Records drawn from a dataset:
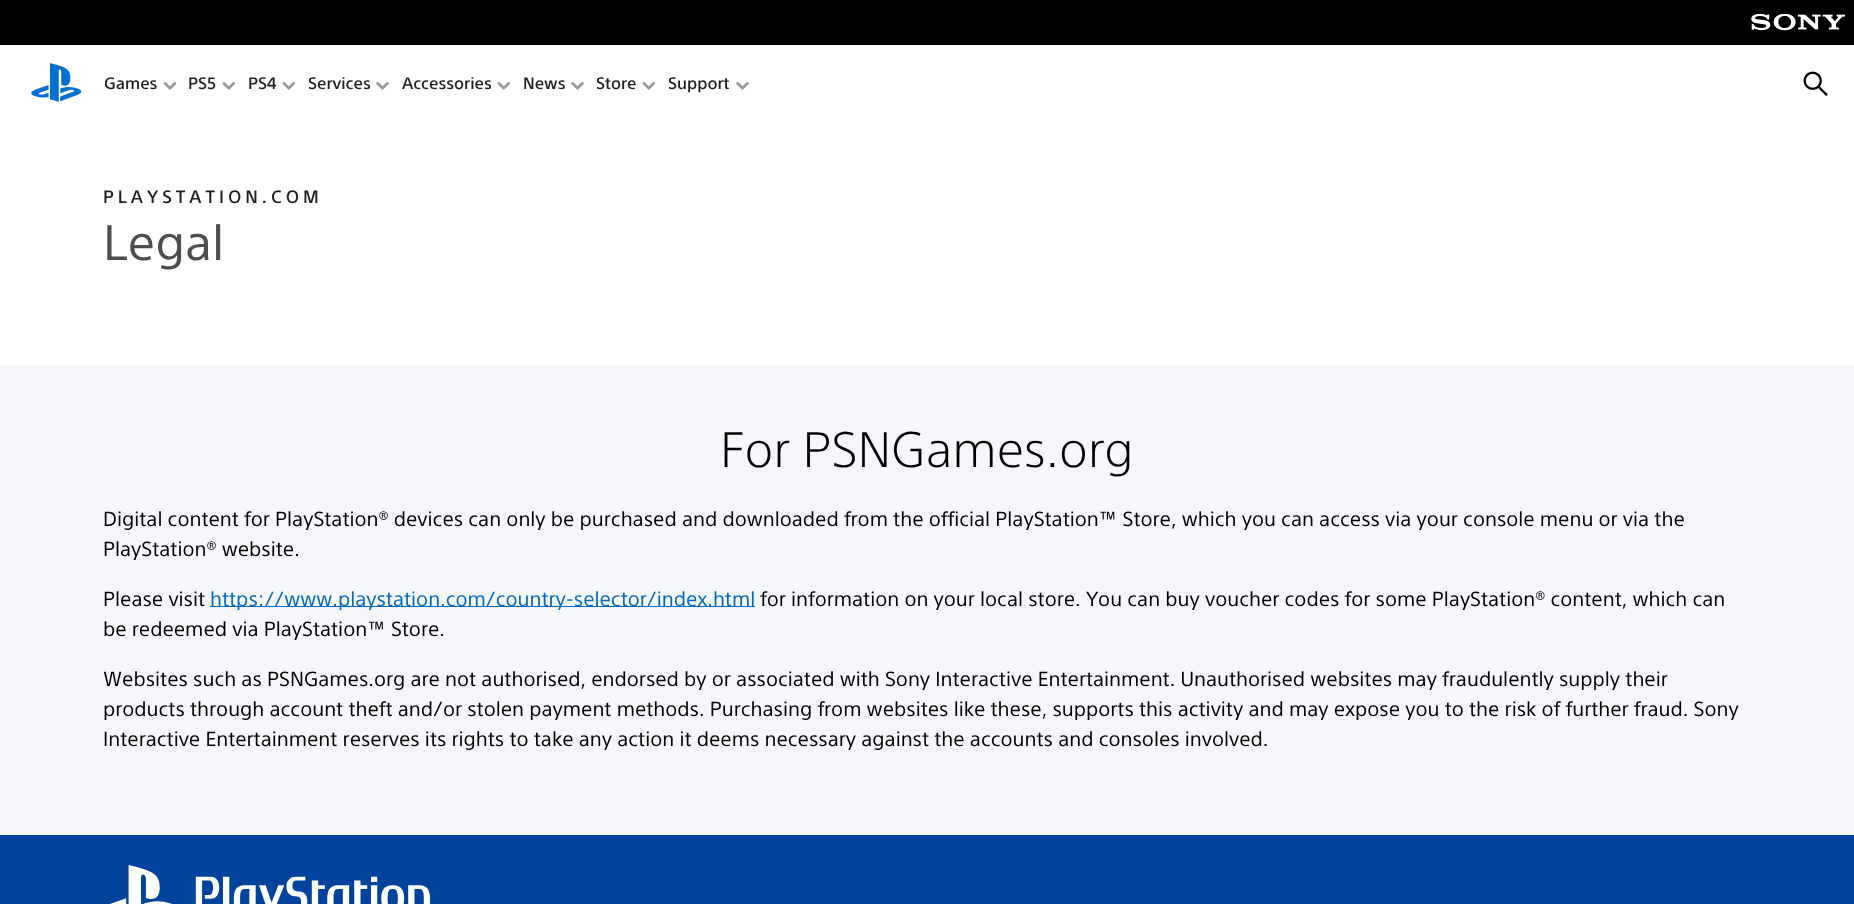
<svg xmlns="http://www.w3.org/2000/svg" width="1854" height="904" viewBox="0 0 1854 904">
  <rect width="100%" height="100%" fill="#fff"/>
  <path d="M0 0h1854v45H0z" fill="#000"/>
  <image x="1751" y="14" width="94" height="17" href="img/1.png"/>
  <image x="31" y="63" width="51" height="39" href="img/2.png"/>
  <image x="163" y="82" width="14" height="8" href="img/3.png"/>
  <image x="222" y="82" width="13" height="8" href="img/4.png"/>
  <image x="282" y="82" width="13" height="8" href="img/4.png"/>
  <image x="376" y="82" width="13" height="8" href="img/5.png"/>
  <image x="497" y="82" width="13" height="8" href="img/4.png"/>
  <image x="571" y="82" width="13" height="8" href="img/5.png"/>
  <image x="642" y="82" width="13" height="8" href="img/4.png"/>
  <image x="736" y="82" width="13" height="8" href="img/5.png"/>
  <image x="1803" y="71" width="25" height="25" href="img/6.png"/>
  <path d="M0 365h1854v470H0z" fill="#f5f7fa"/>
  <path d="M210 606h545v1H210z" fill="#0068bd"/>
  <path d="M0 835h1854v69H0z" fill="#00439c"/>
  <image x="110" y="865" width="321" height="39" href="img/7.png"/>
  <g font-family="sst" font-size="16.25" font-weight="500" fill="#1f1f1f">
    <text x="104" y="89">Games</text>
    <text x="188" y="89">PS5</text>
    <text x="248" y="89">PS4</text>
    <text x="308" y="89">Services</text>
    <text x="402" y="89">Accessories</text>
    <text x="523" y="89">News</text>
    <text x="596" y="89">Store</text>
    <text x="668" y="89">Support</text>
  </g>
  <text x="103" y="203" font-family="sst" font-size="17.5" font-weight="500" letter-spacing="4" fill="#1f1f1f">PLAYSTATION.COM</text>
  <text x="103" y="260" font-family="sst" font-size="48.75" fill="#4d4d4d">Legal</text>
  <text x="720" y="467" font-family="sst" font-size="48.75" font-weight="300" fill="#000">For PSNGames.org</text>
  <g font-family="sst" font-size="20" fill="#000">
    <text x="103" y="526">Digital content for PlayStation® devices can only be purchased and downloaded from the official PlayStation™ Store, which you can access via your console menu or via the</text>
    <text x="103" y="556">PlayStation® website.</text>
    <text x="103" y="606">Please visit</text>
  </g>
  <text x="210" y="606" font-family="sst" font-size="20" fill="#0068bd">https://www.playstation.com/country-selector/index.html</text>
  <g font-family="sst" font-size="20" fill="#000">
    <text x="760" y="606">for information on your local store. You can buy voucher codes for some PlayStation® content, which can</text>
    <text x="103" y="636">be redeemed via PlayStation™ Store.</text>
    <text x="103" y="686">Websites such as PSNGames.org are not authorised, endorsed by or associated with Sony Interactive Entertainment. Unauthorised websites may fraudulently supply their</text>
    <text x="103" y="716">products through account theft and/or stolen payment methods. Purchasing from websites like these, supports this activity and may expose you to the risk of further fraud. Sony</text>
    <text x="103" y="746">Interactive Entertainment reserves its rights to take any action it deems necessary against the accounts and consoles involved.</text>
  </g>
</svg>
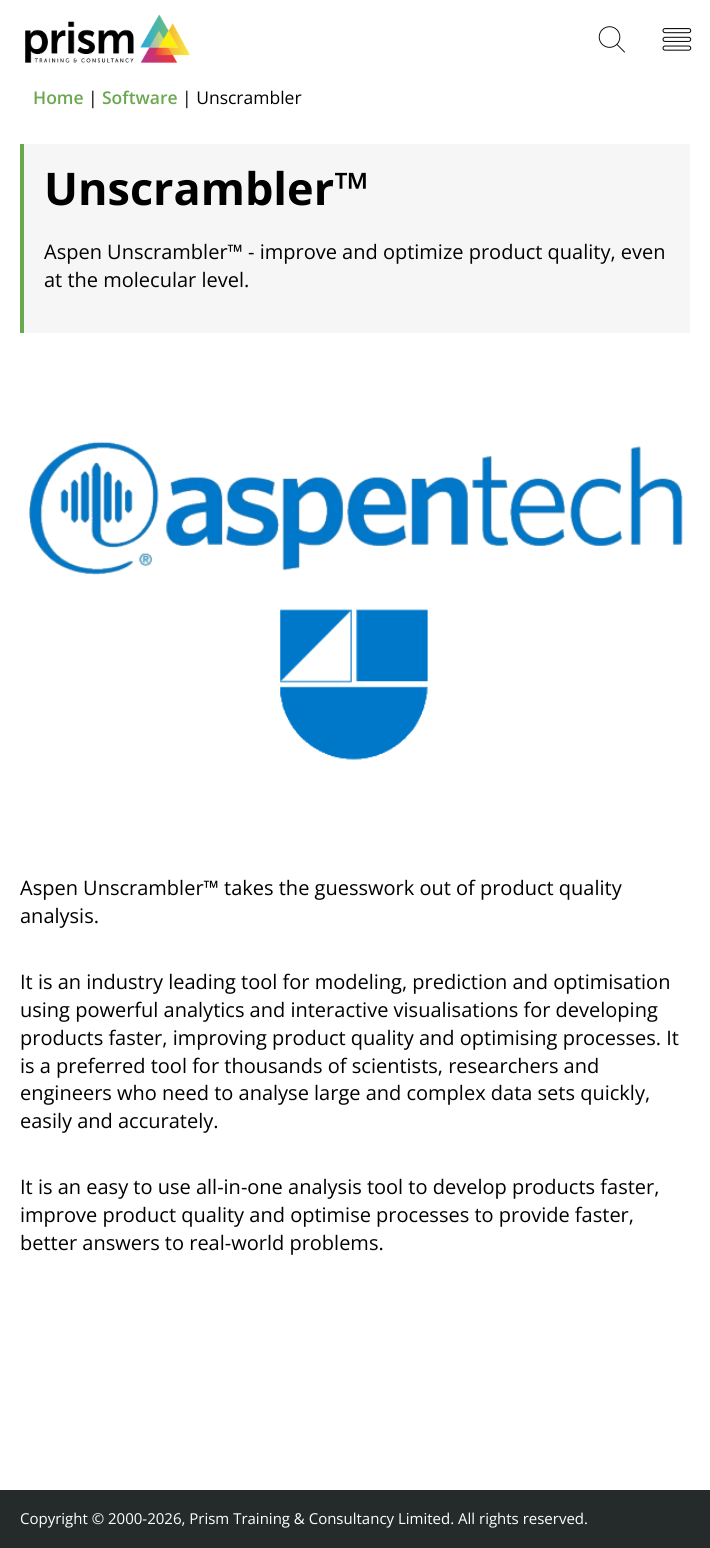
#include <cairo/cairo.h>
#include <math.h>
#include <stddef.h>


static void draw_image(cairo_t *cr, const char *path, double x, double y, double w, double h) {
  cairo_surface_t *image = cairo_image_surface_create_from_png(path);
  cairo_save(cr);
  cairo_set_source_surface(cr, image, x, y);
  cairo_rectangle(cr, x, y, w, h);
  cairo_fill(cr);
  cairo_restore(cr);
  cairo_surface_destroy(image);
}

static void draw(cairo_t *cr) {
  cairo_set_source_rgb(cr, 1, 1, 1);
  cairo_paint(cr);
  draw_image(cr, "images/1.png", 25, 14, 165, 49);
  draw_image(cr, "images/2.png", 598, 26, 27, 27);
  draw_image(cr, "images/3.png", 662, 28, 30, 23);
  cairo_set_source_rgb(cr, 246 / 255.0, 246 / 255.0, 246 / 255.0);
  cairo_rectangle(cr, 24, 144, 666, 189);
  cairo_fill(cr);
  cairo_set_source_rgb(cr, 106 / 255.0, 168 / 255.0, 79 / 255.0);
  cairo_rectangle(cr, 20, 144, 4, 189);
  cairo_fill(cr);
  draw_image(cr, "images/4.png", 28, 441, 655, 319);
  cairo_set_source_rgb(cr, 37 / 255.0, 43 / 255.0, 43 / 255.0);
  cairo_rectangle(cr, 0, 1490, 710, 58);
  cairo_fill(cr);
  cairo_select_font_face(cr, "Open Sans SemiBold", CAIRO_FONT_SLANT_NORMAL, CAIRO_FONT_WEIGHT_NORMAL);
  cairo_set_font_size(cr, 17.5);
  cairo_set_source_rgb(cr, 106 / 255.0, 168 / 255.0, 79 / 255.0);
  cairo_move_to(cr, 33, 104);
  cairo_show_text(cr, "Home");
  cairo_select_font_face(cr, "Open Sans", CAIRO_FONT_SLANT_NORMAL, CAIRO_FONT_WEIGHT_NORMAL);
  cairo_set_source_rgb(cr, 0, 0, 0);
  cairo_move_to(cr, 88, 104);
  cairo_show_text(cr, "|");
  cairo_select_font_face(cr, "Open Sans SemiBold", CAIRO_FONT_SLANT_NORMAL, CAIRO_FONT_WEIGHT_NORMAL);
  cairo_set_source_rgb(cr, 106 / 255.0, 168 / 255.0, 79 / 255.0);
  cairo_move_to(cr, 102, 104);
  cairo_show_text(cr, "Software");
  cairo_select_font_face(cr, "Open Sans", CAIRO_FONT_SLANT_NORMAL, CAIRO_FONT_WEIGHT_NORMAL);
  cairo_set_source_rgb(cr, 0, 0, 0);
  cairo_move_to(cr, 182, 104);
  cairo_show_text(cr, "| Unscrambler");
  cairo_select_font_face(cr, "Open Sans", CAIRO_FONT_SLANT_NORMAL, CAIRO_FONT_WEIGHT_BOLD);
  cairo_set_font_size(cr, 45);
  cairo_move_to(cr, 44, 205);
  cairo_show_text(cr, "Unscrambler™");
  cairo_select_font_face(cr, "Open Sans", CAIRO_FONT_SLANT_NORMAL, CAIRO_FONT_WEIGHT_NORMAL);
  cairo_set_font_size(cr, 20);
  cairo_move_to(cr, 44, 259);
  cairo_show_text(cr, "Aspen Unscrambler™ - improve and optimize product quality, even");
  cairo_move_to(cr, 44, 287);
  cairo_show_text(cr, "at the molecular level.");
  cairo_move_to(cr, 20, 895);
  cairo_show_text(cr, "Aspen Unscrambler™ takes the guesswork out of product quality");
  cairo_move_to(cr, 20, 923);
  cairo_show_text(cr, "analysis.");
  cairo_move_to(cr, 20, 989);
  cairo_show_text(cr, "It is an industry leading tool for modeling, prediction and optimisation");
  cairo_move_to(cr, 20, 1017);
  cairo_show_text(cr, "using powerful analytics and interactive visualisations for developing");
  cairo_move_to(cr, 20, 1045);
  cairo_show_text(cr, "products faster, improving product quality and optimising processes. It");
  cairo_move_to(cr, 20, 1073);
  cairo_show_text(cr, "is a preferred tool for thousands of scientists, researchers and");
  cairo_move_to(cr, 20, 1100);
  cairo_show_text(cr, "engineers who need to analyse large and complex data sets quickly,");
  cairo_move_to(cr, 20, 1128);
  cairo_show_text(cr, "easily and accurately.");
  cairo_move_to(cr, 20, 1194);
  cairo_show_text(cr, "It is an easy to use all-in-one analysis tool to develop products faster,");
  cairo_move_to(cr, 20, 1222);
  cairo_show_text(cr, "improve product quality and optimise processes to provide faster,");
  cairo_move_to(cr, 20, 1250);
  cairo_show_text(cr, "better answers to real-world problems.");
  cairo_set_font_size(cr, 15);
  cairo_set_source_rgb(cr, 1, 1, 1);
  cairo_move_to(cr, 20, 1524);
  cairo_show_text(cr, "Copyright © 2000-2026, Prism Training & Consultancy Limited. All rights reserved.");
}

int main(void) {
  cairo_surface_t *surface = cairo_image_surface_create(CAIRO_FORMAT_RGB24, 710, 1548);
  cairo_t *cr = cairo_create(surface);
  cairo_font_options_t *options = cairo_font_options_create();
  cairo_font_options_set_hint_metrics(options, CAIRO_HINT_METRICS_OFF);
  cairo_font_options_set_hint_style(options, CAIRO_HINT_STYLE_NONE);
  cairo_set_font_options(cr, options);
  cairo_set_miter_limit(cr, 4);
  draw(cr);
  cairo_surface_write_to_png(surface, "out.png");
  cairo_font_options_destroy(options);
  cairo_destroy(cr);
  cairo_surface_destroy(surface);
  return 0;
}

Task description> A word-for-word copy of the lines above from the one with "cairo_move_to(cr, 102, 104);" through the one with "cairo_t *cr = cairo_create(surface);", inclusive, is the only output wanted.

Written reply>
  cairo_move_to(cr, 102, 104);
  cairo_show_text(cr, "Software");
  cairo_select_font_face(cr, "Open Sans", CAIRO_FONT_SLANT_NORMAL, CAIRO_FONT_WEIGHT_NORMAL);
  cairo_set_source_rgb(cr, 0, 0, 0);
  cairo_move_to(cr, 182, 104);
  cairo_show_text(cr, "| Unscrambler");
  cairo_select_font_face(cr, "Open Sans", CAIRO_FONT_SLANT_NORMAL, CAIRO_FONT_WEIGHT_BOLD);
  cairo_set_font_size(cr, 45);
  cairo_move_to(cr, 44, 205);
  cairo_show_text(cr, "Unscrambler™");
  cairo_select_font_face(cr, "Open Sans", CAIRO_FONT_SLANT_NORMAL, CAIRO_FONT_WEIGHT_NORMAL);
  cairo_set_font_size(cr, 20);
  cairo_move_to(cr, 44, 259);
  cairo_show_text(cr, "Aspen Unscrambler™ - improve and optimize product quality, even");
  cairo_move_to(cr, 44, 287);
  cairo_show_text(cr, "at the molecular level.");
  cairo_move_to(cr, 20, 895);
  cairo_show_text(cr, "Aspen Unscrambler™ takes the guesswork out of product quality");
  cairo_move_to(cr, 20, 923);
  cairo_show_text(cr, "analysis.");
  cairo_move_to(cr, 20, 989);
  cairo_show_text(cr, "It is an industry leading tool for modeling, prediction and optimisation");
  cairo_move_to(cr, 20, 1017);
  cairo_show_text(cr, "using powerful analytics and interactive visualisations for developing");
  cairo_move_to(cr, 20, 1045);
  cairo_show_text(cr, "products faster, improving product quality and optimising processes. It");
  cairo_move_to(cr, 20, 1073);
  cairo_show_text(cr, "is a preferred tool for thousands of scientists, researchers and");
  cairo_move_to(cr, 20, 1100);
  cairo_show_text(cr, "engineers who need to analyse large and complex data sets quickly,");
  cairo_move_to(cr, 20, 1128);
  cairo_show_text(cr, "easily and accurately.");
  cairo_move_to(cr, 20, 1194);
  cairo_show_text(cr, "It is an easy to use all-in-one analysis tool to develop products faster,");
  cairo_move_to(cr, 20, 1222);
  cairo_show_text(cr, "improve product quality and optimise processes to provide faster,");
  cairo_move_to(cr, 20, 1250);
  cairo_show_text(cr, "better answers to real-world problems.");
  cairo_set_font_size(cr, 15);
  cairo_set_source_rgb(cr, 1, 1, 1);
  cairo_move_to(cr, 20, 1524);
  cairo_show_text(cr, "Copyright © 2000-2026, Prism Training & Consultancy Limited. All rights reserved.");
}

int main(void) {
  cairo_surface_t *surface = cairo_image_surface_create(CAIRO_FORMAT_RGB24, 710, 1548);
  cairo_t *cr = cairo_create(surface);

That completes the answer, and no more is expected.